Hi Peter,
The rescorer uses any query so you can use all the machinery out there,
including function score. If you put your function score query under the
rescorer. It always does a weighted sum of the query score and the recorer
score, so you can tweak things to your desire. Set query_weight to 0 if you
want only the rescorer score.
The rescorer runs on every shard before the results return so no need to
include your scripts on the client nodes.
I think I understand where you're going.
Here is a trick that may speed things up:
Assuming the scores are always between 0 & 1, you can store the feature
index and score together - 1.20 would mean that index no 1 has score 0.2 .
20.44 means that index 20 has score 44. This has the upside that you can
use the field data to load this into memory and access it via the double
values. They sort in the right order. To save memory, you can go further
say you only want scores to have 2 byte (or byte) accuracy. Then you can
always store 3 bytes numbers where the 1 byte (highest order) is the index
and the 2 least significant bytes are the score.
Cheers,
Boaz
On Tue, Oct 29, 2013 at 5:52 PM, Peter Pathirana peter@vagaband.co wrote:
Hi Boaz,
Not quite sure if we can get away with the rescorer alone. Not sure
whether it allows multiple scores to be aggregated ala function score
style. Also rescoring sounds like it makes using node client tricky as that
might require our score plugin to be deployed to client nodes running node
client.
Let me tell you about our use case from a higher level. We have machine
learning processes that generate "matches" for our users or cohorts of
users. We put these lists of matches per user/per cohort into ES. We use ES
as the part of our infrastructure that serves this matches to our users in
real time. As part of serving matches, it will allow additional filtering
(maybe based on UI interaction) or sorting (i.e. Scoring by additional
measures of relevance with regards to "match"), etc.
So in this particular case, we're running an additional scoring algorithm
on vectors (fields x,y,z in the index mappings I gave) to personalize the
results to a give user. User's particular values for these vectors are
given via the query and maybe behavior driven.
We are using a Jaccard-esque format for determining the distance of values
for these vectors between documents and the user.
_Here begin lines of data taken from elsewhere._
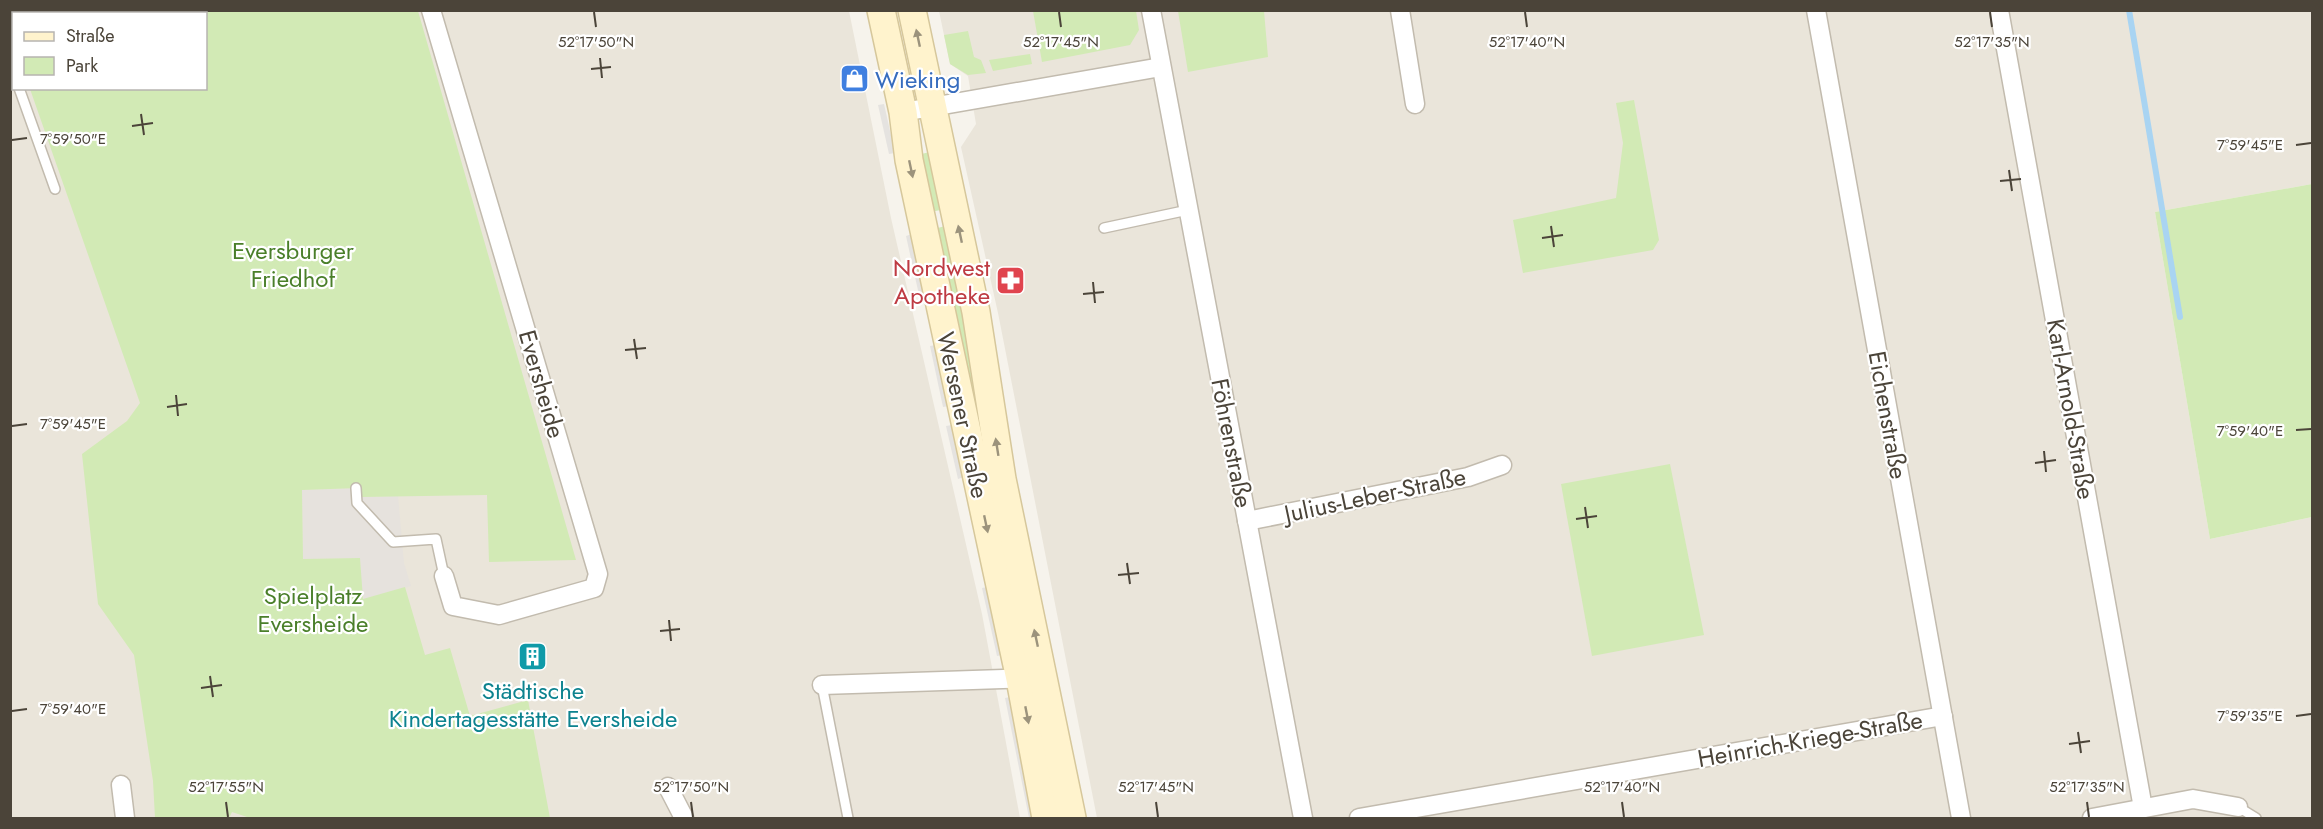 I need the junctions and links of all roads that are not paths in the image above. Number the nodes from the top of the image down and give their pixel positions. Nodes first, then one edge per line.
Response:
1 (431, 10) edge
2 (881, 10) edge
3 (912, 10) edge
4 (1151, 10) edge
5 (1400, 10) edge
6 (1816, 10) edge
7 (1999, 10) edge
8 (1161, 68) junction
9 (21, 90) edge
10 (1415, 104) dead end
11 (932, 106) junction
12 (903, 112) junction
13 (55, 189) dead end
14 (1188, 210) junction
15 (1104, 228) dead end
16 (1502, 465) dead end
17 (356, 488) dead end
18 (1247, 521) junction
19 (444, 576) joint
20 (1032, 677) junction
21 (822, 686) joint
22 (1943, 716) junction
23 (121, 785) dead end
24 (668, 787) dead end
25 (2238, 807) joint
26 (2143, 808) junction
27 (125, 819) edge
28 (684, 819) edge
29 (848, 819) edge
30 (1046, 819) edge
31 (1072, 819) edge
32 (1303, 819) edge
33 (1359, 819) edge
34 (1961, 819) edge
35 (2092, 819) edge
36 (2256, 819) edge

1 - 19 street, Eversheide
2 - 12 main road, Wersener Straße
11 -> 3 main road, Wersener Straße
4 - 8 street, Föhrenstraße
5 - 10 street
6 - 22 street, Eichenstraße
7 - 26 street, Karl-Arnold-Straße
8 - 11 street
8 - 14 street, Föhrenstraße
9 - 13 lane
11 - 12 street
20 -> 11 main road, Wersener Straße
12 -> 20 main road, Wersener Straße
14 - 15 lane
14 - 18 street, Föhrenstraße
16 - 18 street, Julius-Leber-Straße
17 - 19 lane
18 - 32 street, Föhrenstraße
20 - 21 street
20 -> 30 main road, Wersener Straße
20 - 31 main road, Wersener Straße
21 - 29 lane
22 - 33 street, Heinrich-Kriege-Straße
22 - 34 street, Eichenstraße
23 - 27 street
24 - 28 street
25 - 26 street
25 - 36 lane
26 - 35 street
That might sound a bit confusing, if it does.. I can explain further.
Thanks,
Peter
On Oct 29, 2013, at 7:45 AM, Boaz Leskes b.leskes@gmail.com wrote:
Hi Peter,
Nice!
I have some ideas on how you could speed things up by using nested
documents, loading those value into memory and writing your own custom
score function (and a plugin) but that will quite a bit of work.
As an alternative you might want to consider the query rescorer (
Elasticsearch Platform — Find real-time answers at scale | Elastic). The query rescorer allows you the first quickly get the top N results
based on a lighter approximate scoring metric and the only apply the more
complex one (your script) to those top N.
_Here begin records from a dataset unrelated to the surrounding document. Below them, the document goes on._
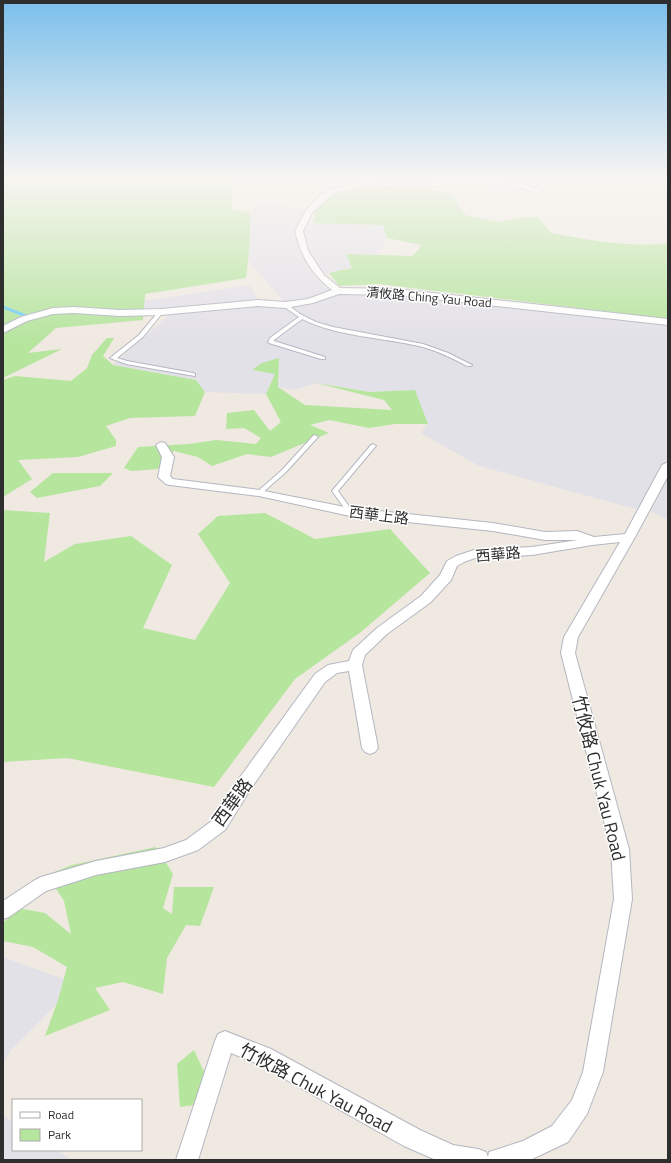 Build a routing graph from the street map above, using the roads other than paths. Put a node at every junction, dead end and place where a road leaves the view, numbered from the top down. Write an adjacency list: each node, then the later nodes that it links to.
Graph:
1 (300, 233): 2 (street)
2 (338, 291): 3 (street, 清攸路 Ching Yau Road); 6 (street, 清攸路 Ching Yau Road)
3 (285, 305): 4 (street, 清攸路 Ching Yau Road); 5 (lane)
4 (161, 312): 7 (street, 清攸路 Ching Yau Road); 10 (lane)
5 (302, 317): 8 (lane); 9 (lane)
6 (668, 322)
7 (3, 330)
8 (323, 358)
9 (469, 365)
10 (193, 375)
11 (315, 438): 15 (lane)
12 (161, 445): 15 (street, 西華上路)
13 (373, 446): 16 (lane)
14 (668, 465): 17 (street, 竹攸路 Chuk Yau Road)
15 (259, 494): 16 (street, 西華上路)
16 (350, 512): 18 (street, 西華上路)
17 (629, 537): 18 (street, 西華上路); 24 (street, 竹攸路 Chuk Yau Road)
18 (593, 541): 19 (street, 西華路)
19 (355, 665): 20 (street); 21 (street, 西華路)
20 (370, 748)
21 (3, 910)
22 (187, 1160): 23 (street, 竹攸路 Chuk Yau Road)
23 (478, 1160)
24 (497, 1160)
Out curiosity - how are you planning to use the Jaccard score for? what
is the use case?
Cheers,
Boaz
On Thu, Oct 24, 2013 at 4:53 PM, peter@vagaband.co peter@vagaband.cowrote:
Hey Boaz,
Sorry for the delay in getting back.. was out of town.
So right now, I'm storing the keys and values in two separate fields as
strings and delimiting them with commas within the string. And within the
plugin, splitting them out. But splitting them out for every single doc
during scoring is not very performant.
Here's a gist with 3 files, current version of plugin, current index
mappings, and function score query I'm running on it.
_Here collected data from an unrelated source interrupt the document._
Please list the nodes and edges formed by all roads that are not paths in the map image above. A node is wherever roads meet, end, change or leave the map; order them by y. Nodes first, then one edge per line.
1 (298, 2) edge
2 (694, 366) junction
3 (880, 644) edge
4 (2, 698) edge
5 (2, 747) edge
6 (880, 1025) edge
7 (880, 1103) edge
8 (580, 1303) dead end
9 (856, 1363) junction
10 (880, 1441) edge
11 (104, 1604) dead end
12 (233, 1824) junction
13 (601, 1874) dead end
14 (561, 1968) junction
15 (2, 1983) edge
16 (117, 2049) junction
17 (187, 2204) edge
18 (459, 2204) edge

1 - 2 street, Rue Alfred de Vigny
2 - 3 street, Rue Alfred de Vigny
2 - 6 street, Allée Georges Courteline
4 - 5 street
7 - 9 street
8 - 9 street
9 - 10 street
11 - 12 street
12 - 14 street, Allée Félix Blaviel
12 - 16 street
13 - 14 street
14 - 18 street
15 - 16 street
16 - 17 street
JaccardScoreScript · GitHub
If you can suggest a better (a more performant way of either modeling the
data or writing this scoring logic), I'd be a very happy camper.
Thank you,
Peter
On Monday, October 21, 2013 10:28:08 AM UTC-4, Boaz Leskes wrote:
Hi Peter,
doc().get("field") uses the field data cache discussed before.
fields().get("field") uses lucene stored fields which are on disk and thus
cached by the file system cache (and are typically too slow for scoring).
It will sadly not support nested object as it works on the lucene document
level (and nested docsare separate lucene docs).
As far as I can tell the only way to get to the nested structures in a
script right now is using the sourcelookup which is slow. I have some ideas
about how we can potentially extend it but needs some more thinking and
time.
I was hoping you can do whatever you need with nested queries...
If that doesn't work, perhaps you can give some examples of what you
need (json + neede score) and I'll try to come up with something else.
Cheers,
Boaz
On Mon, Oct 21, 2013 at 3:10 PM, pe...@vagaband.co pe...@vagaband.cowrote:
Thanks, Boaz. That makes sense now. Nested objects seems like a
solution, but I'm not quite sure on how I might access nested objects
values from within a script scoring plugin.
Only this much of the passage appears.